_Your assignment_. Filter the data for lines with the word "down" and copy those lines.

_Data to use_.
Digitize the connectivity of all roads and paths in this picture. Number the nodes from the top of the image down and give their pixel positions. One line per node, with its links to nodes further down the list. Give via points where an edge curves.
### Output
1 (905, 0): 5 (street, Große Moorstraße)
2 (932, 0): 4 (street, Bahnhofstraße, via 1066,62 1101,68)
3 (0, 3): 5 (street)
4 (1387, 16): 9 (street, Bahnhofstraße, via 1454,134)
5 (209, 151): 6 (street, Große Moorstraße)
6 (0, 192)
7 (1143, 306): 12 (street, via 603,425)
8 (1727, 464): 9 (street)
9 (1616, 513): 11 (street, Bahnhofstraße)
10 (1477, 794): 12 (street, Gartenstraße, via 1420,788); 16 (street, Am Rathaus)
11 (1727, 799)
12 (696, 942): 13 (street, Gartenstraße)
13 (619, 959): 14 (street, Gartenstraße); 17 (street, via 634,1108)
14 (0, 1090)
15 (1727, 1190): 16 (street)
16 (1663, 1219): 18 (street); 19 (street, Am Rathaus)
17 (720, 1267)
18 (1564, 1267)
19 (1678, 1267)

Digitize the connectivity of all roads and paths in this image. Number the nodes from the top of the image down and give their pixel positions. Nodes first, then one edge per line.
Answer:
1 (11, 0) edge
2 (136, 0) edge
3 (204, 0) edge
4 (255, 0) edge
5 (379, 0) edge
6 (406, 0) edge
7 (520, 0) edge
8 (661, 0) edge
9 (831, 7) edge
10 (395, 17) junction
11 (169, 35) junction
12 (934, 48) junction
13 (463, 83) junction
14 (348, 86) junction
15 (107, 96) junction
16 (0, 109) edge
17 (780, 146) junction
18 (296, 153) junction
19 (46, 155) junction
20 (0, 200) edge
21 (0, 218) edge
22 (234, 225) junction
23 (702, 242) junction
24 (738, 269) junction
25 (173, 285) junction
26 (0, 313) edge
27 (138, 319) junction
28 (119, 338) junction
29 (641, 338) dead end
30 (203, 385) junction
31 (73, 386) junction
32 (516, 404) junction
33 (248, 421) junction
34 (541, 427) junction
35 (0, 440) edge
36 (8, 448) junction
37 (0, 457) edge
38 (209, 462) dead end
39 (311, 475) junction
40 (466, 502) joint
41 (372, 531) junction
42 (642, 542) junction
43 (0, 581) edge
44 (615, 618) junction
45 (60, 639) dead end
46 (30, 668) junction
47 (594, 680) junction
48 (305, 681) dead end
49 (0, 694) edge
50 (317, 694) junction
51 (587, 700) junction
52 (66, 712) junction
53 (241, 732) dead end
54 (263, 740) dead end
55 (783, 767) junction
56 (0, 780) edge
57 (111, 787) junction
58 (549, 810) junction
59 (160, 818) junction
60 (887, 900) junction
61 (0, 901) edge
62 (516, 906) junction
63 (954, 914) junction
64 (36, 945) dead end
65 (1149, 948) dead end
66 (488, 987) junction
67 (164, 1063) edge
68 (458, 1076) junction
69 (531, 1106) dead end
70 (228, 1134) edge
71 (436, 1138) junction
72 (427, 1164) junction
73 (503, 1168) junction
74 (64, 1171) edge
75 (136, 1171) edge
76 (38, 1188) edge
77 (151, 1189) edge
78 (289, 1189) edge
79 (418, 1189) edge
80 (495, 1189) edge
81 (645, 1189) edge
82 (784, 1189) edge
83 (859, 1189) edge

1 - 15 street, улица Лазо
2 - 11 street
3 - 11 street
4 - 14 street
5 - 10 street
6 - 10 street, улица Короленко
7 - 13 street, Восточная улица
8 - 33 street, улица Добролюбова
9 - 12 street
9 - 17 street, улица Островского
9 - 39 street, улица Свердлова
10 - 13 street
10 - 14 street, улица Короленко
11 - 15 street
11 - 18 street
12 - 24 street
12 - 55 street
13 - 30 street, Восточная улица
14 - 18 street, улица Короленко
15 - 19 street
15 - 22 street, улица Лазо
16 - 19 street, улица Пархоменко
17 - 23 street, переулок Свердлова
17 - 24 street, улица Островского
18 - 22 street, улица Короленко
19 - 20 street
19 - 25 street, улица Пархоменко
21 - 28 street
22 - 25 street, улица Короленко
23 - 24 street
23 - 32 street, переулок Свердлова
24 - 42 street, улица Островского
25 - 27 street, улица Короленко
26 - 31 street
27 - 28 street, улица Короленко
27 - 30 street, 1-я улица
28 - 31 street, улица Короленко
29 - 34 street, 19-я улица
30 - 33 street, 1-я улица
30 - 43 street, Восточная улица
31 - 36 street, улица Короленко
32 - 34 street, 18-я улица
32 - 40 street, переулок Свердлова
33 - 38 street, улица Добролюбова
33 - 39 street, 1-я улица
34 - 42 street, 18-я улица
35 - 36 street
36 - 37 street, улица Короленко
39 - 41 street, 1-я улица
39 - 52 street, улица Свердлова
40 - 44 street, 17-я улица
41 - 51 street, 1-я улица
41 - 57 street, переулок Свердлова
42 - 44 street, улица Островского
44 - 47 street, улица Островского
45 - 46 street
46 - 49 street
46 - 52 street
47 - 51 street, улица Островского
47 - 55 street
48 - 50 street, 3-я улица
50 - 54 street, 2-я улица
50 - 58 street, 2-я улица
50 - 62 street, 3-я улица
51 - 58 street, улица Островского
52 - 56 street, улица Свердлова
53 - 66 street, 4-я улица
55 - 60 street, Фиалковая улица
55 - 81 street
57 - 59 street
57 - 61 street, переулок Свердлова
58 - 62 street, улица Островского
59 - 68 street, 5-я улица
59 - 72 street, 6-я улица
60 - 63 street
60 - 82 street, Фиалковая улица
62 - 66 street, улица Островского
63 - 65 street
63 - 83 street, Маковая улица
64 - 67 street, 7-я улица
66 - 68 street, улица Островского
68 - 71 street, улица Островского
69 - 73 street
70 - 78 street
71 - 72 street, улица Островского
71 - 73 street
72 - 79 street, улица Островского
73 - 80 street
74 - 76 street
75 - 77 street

_Response to the exercise_.
Digitize the connectivity of all roads and paths in this picture. Number the nodes from the top of the image down and give their pixel positions. One line per node, with its links to nodes further down the list. Give via points where an edge curves.
Digitize the connectivity of all roads and paths in this image. Number the nodes from the top of the image down and give their pixel positions. Nodes first, then one edge per line.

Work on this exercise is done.